Verizon, AT&T, WhatsApp rank low in data privacy report
AT&T, Verizon and WhatsApp have some of the worst policies when it comes to protecting users’ data from the government, according to a new report by the Electronic Frontier Foundation (EFF).
The tech privacy group ranked 24 technology and telecommunications companies on a list of transparency and privacy categories in its new “Who has your back?” report released this week.
{mosads}“Two major telecoms — Verizon and AT&T — received especially poor results, thus continuing a trend we identified in prior reports where many large telecom providers fail to keep pace with the rest of the tech sector,” the EFF wrote in the report.
The rating system gives a star to a company for fulfilling each of five categories.

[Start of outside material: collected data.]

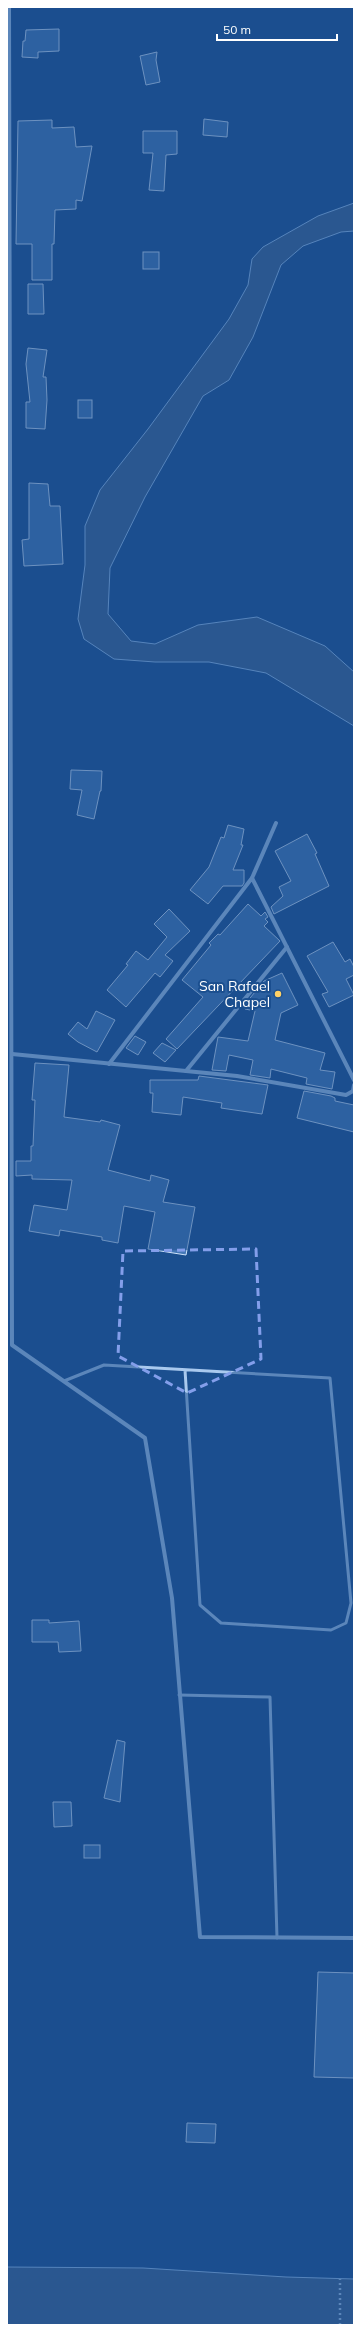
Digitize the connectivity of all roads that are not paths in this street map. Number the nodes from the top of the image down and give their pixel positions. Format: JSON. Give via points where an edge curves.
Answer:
{"nodes":[{"id":1,"x":9,"y":7,"type":"edge"},
{"id":2,"x":8,"y":193,"type":"edge"},
{"id":3,"x":276,"y":822,"type":"dead end"},
{"id":4,"x":252,"y":878,"type":"junction"},
{"id":5,"x":287,"y":947,"type":"junction"},
{"id":6,"x":12,"y":1054,"type":"junction"},
{"id":7,"x":109,"y":1064,"type":"junction"},
{"id":8,"x":186,"y":1071,"type":"junction"},
{"id":9,"x":354,"y":1080,"type":"edge"},
{"id":10,"x":354,"y":1085,"type":"edge"},
{"id":11,"x":185,"y":1370,"type":"junction"},
{"id":12,"x":64,"y":1382,"type":"junction"},
{"id":13,"x":179,"y":1695,"type":"junction"},
{"id":14,"x":277,"y":1938,"type":"junction"},
{"id":15,"x":354,"y":1938,"type":"edge"}],
"edges":[{"from":1,"to":2,"type":"street"},
{"from":2,"to":6,"type":"street"},
{"from":3,"to":4,"type":"street"},
{"from":4,"to":5,"type":"street"},
{"from":4,"to":7,"type":"street"},
{"from":5,"to":8,"type":"street"},
{"from":5,"to":9,"type":"street"},
{"from":6,"to":7,"type":"street"},
{"from":6,"to":12,"type":"street","via":[[12,1345]]},
{"from":7,"to":8,"type":"street"},
{"from":8,"to":10,"type":"street","via":[[237,1076],[346,1095],[353,1090]]},
{"from":11,"to":11,"type":"lane","via":[[330,1378],[351,1603],[346,1623],[331,1630],[220,1623],[200,1605]]},
{"from":11,"to":12,"type":"lane","via":[[104,1365]]},
{"from":12,"to":13,"type":"street","via":[[144,1438],[172,1598]]},
{"from":13,"to":14,"type":"street","via":[[200,1937]]},
{"from":13,"to":14,"type":"lane","via":[[270,1697]]},
{"from":14,"to":15,"type":"street"}]}
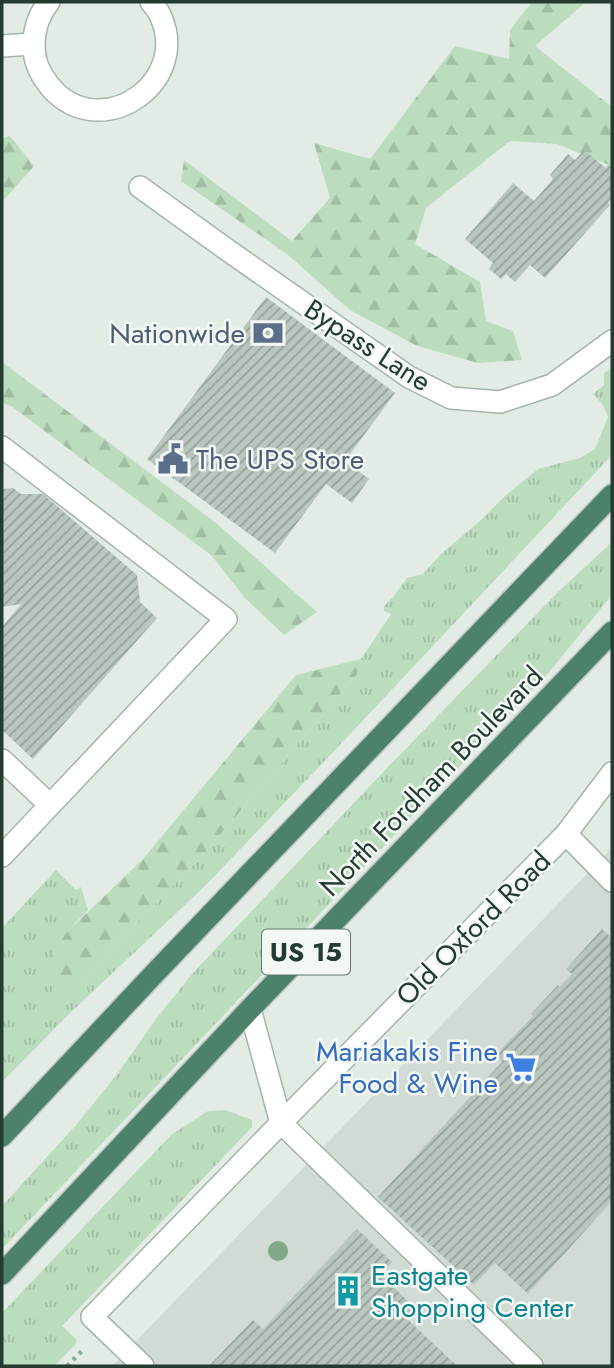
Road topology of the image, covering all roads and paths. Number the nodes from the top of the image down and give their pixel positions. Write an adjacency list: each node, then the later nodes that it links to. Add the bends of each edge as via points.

Those categories include whether a company tells its users about government data requests, whether it discloses its policies on how long it keeps user data, whether it discloses the number of times the government requests to remove content, whether it has a stated position against government backdoor searches, and whether it employs industry best practices like publishing a transparency report and requiring the government to obtain a warrant before accessing user content.
AT&T received only a single star in the industry best practices category. Verizon received two: One in industry best practices and another in disclosure of content removal by the government. AT&T does not host content, so that category did not apply to it.
WhatsApp, the instant messaging app owned by Facebook, received only one star for its parent company’s stated position against government backdoors.
“This is WhatsApp’s first year in the report, and although EFF gave the company a full year to prepare for its inclusion in the report, it has adopted none of the best practices we’ve identified as part of this report,” according to the report.
A total of nine companies received a star in every category, including Yahoo, Apple, Dropbox, WordPress, Wikimedia, Wickr, Sonic and Credo.
Facebook fell just shy of receiving all five stars, because the EFF said it does not disclose the number of U.S. government requests to remove user content, like it does for other countries.
Google, Amazon, Microsoft and Comcast received three stars. Twitter received four.
The EFF noted its scoring system has become increasingly robust as the industry adopts best practices. Nearly every tech company, for instance, now publishes a transparency report.
“Users should look to companies like Google, Apple, Facebook, and Amazon to be transparent about the types of content that is blocked or censored in response to government requests, as well as what deleted data is kept around in case government agents seek it in the future,” according to the report.